[SOURCE RECORDS — start]

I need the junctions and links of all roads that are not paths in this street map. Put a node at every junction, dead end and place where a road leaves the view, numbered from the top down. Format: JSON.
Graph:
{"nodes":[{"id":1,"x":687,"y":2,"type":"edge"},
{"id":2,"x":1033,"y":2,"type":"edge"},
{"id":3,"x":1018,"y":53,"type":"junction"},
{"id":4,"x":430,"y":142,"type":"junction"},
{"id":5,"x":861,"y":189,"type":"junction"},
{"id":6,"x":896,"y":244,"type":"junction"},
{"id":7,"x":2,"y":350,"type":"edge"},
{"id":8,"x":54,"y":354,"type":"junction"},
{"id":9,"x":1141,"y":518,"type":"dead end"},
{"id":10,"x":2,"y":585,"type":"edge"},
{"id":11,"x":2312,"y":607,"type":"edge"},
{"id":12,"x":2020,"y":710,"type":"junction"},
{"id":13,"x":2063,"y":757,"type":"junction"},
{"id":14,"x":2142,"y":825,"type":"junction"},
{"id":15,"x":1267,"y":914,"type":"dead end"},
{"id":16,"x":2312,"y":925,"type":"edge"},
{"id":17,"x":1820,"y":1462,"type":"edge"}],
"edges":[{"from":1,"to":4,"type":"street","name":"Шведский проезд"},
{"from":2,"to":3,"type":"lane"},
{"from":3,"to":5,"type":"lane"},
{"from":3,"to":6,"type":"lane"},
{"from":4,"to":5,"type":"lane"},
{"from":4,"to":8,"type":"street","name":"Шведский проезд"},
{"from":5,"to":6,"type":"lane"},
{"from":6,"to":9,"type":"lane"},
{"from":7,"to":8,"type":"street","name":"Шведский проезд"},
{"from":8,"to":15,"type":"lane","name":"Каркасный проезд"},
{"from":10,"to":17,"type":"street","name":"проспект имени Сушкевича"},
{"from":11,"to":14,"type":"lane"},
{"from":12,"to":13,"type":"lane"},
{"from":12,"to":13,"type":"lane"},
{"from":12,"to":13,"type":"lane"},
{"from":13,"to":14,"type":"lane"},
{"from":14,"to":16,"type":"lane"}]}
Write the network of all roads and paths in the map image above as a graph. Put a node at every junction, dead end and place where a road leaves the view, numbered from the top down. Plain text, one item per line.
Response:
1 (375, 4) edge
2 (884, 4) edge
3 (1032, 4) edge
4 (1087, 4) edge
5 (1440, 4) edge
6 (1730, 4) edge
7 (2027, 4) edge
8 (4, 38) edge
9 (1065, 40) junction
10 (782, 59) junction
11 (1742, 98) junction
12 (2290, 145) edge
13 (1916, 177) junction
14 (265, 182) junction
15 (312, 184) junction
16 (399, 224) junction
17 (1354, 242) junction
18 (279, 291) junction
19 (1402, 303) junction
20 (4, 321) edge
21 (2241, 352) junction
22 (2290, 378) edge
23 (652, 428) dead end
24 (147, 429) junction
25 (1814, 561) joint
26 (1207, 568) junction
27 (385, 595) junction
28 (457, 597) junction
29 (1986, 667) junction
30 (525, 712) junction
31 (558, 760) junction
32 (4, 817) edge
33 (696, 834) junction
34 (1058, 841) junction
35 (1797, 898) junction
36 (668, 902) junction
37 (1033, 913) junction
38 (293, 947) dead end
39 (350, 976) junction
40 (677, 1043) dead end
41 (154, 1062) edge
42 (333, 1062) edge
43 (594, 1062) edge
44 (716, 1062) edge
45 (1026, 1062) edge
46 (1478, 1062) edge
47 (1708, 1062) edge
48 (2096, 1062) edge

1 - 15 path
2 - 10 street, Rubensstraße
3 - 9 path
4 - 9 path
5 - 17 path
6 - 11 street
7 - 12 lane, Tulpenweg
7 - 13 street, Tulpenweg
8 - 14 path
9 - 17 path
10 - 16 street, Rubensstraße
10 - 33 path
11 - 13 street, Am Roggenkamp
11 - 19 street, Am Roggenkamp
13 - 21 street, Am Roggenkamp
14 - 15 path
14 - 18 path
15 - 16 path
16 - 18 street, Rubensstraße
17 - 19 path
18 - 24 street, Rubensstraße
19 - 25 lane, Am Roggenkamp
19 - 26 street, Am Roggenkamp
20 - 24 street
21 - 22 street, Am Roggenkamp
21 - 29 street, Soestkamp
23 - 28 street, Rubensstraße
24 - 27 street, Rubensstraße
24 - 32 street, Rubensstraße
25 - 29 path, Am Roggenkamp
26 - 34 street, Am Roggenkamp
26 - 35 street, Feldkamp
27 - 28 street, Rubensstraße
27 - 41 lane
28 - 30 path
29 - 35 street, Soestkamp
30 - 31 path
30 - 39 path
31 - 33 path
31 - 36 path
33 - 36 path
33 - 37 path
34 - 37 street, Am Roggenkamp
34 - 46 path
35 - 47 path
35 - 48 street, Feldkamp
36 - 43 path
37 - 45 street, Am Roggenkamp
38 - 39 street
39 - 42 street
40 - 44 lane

[SOURCE RECORDS — finish]

* PROBLEM TO WORK ON: Would you please return every line in the listing where "name" shows up?

* YOUR RESPONSE:
"edges":[{"from":1,"to":4,"type":"street","name":"Шведский проезд"},
{"from":4,"to":8,"type":"street","name":"Шведский проезд"},
{"from":7,"to":8,"type":"street","name":"Шведский проезд"},
{"from":8,"to":15,"type":"lane","name":"Каркасный проезд"},
{"from":10,"to":17,"type":"street","name":"проспект имени Сушкевича"},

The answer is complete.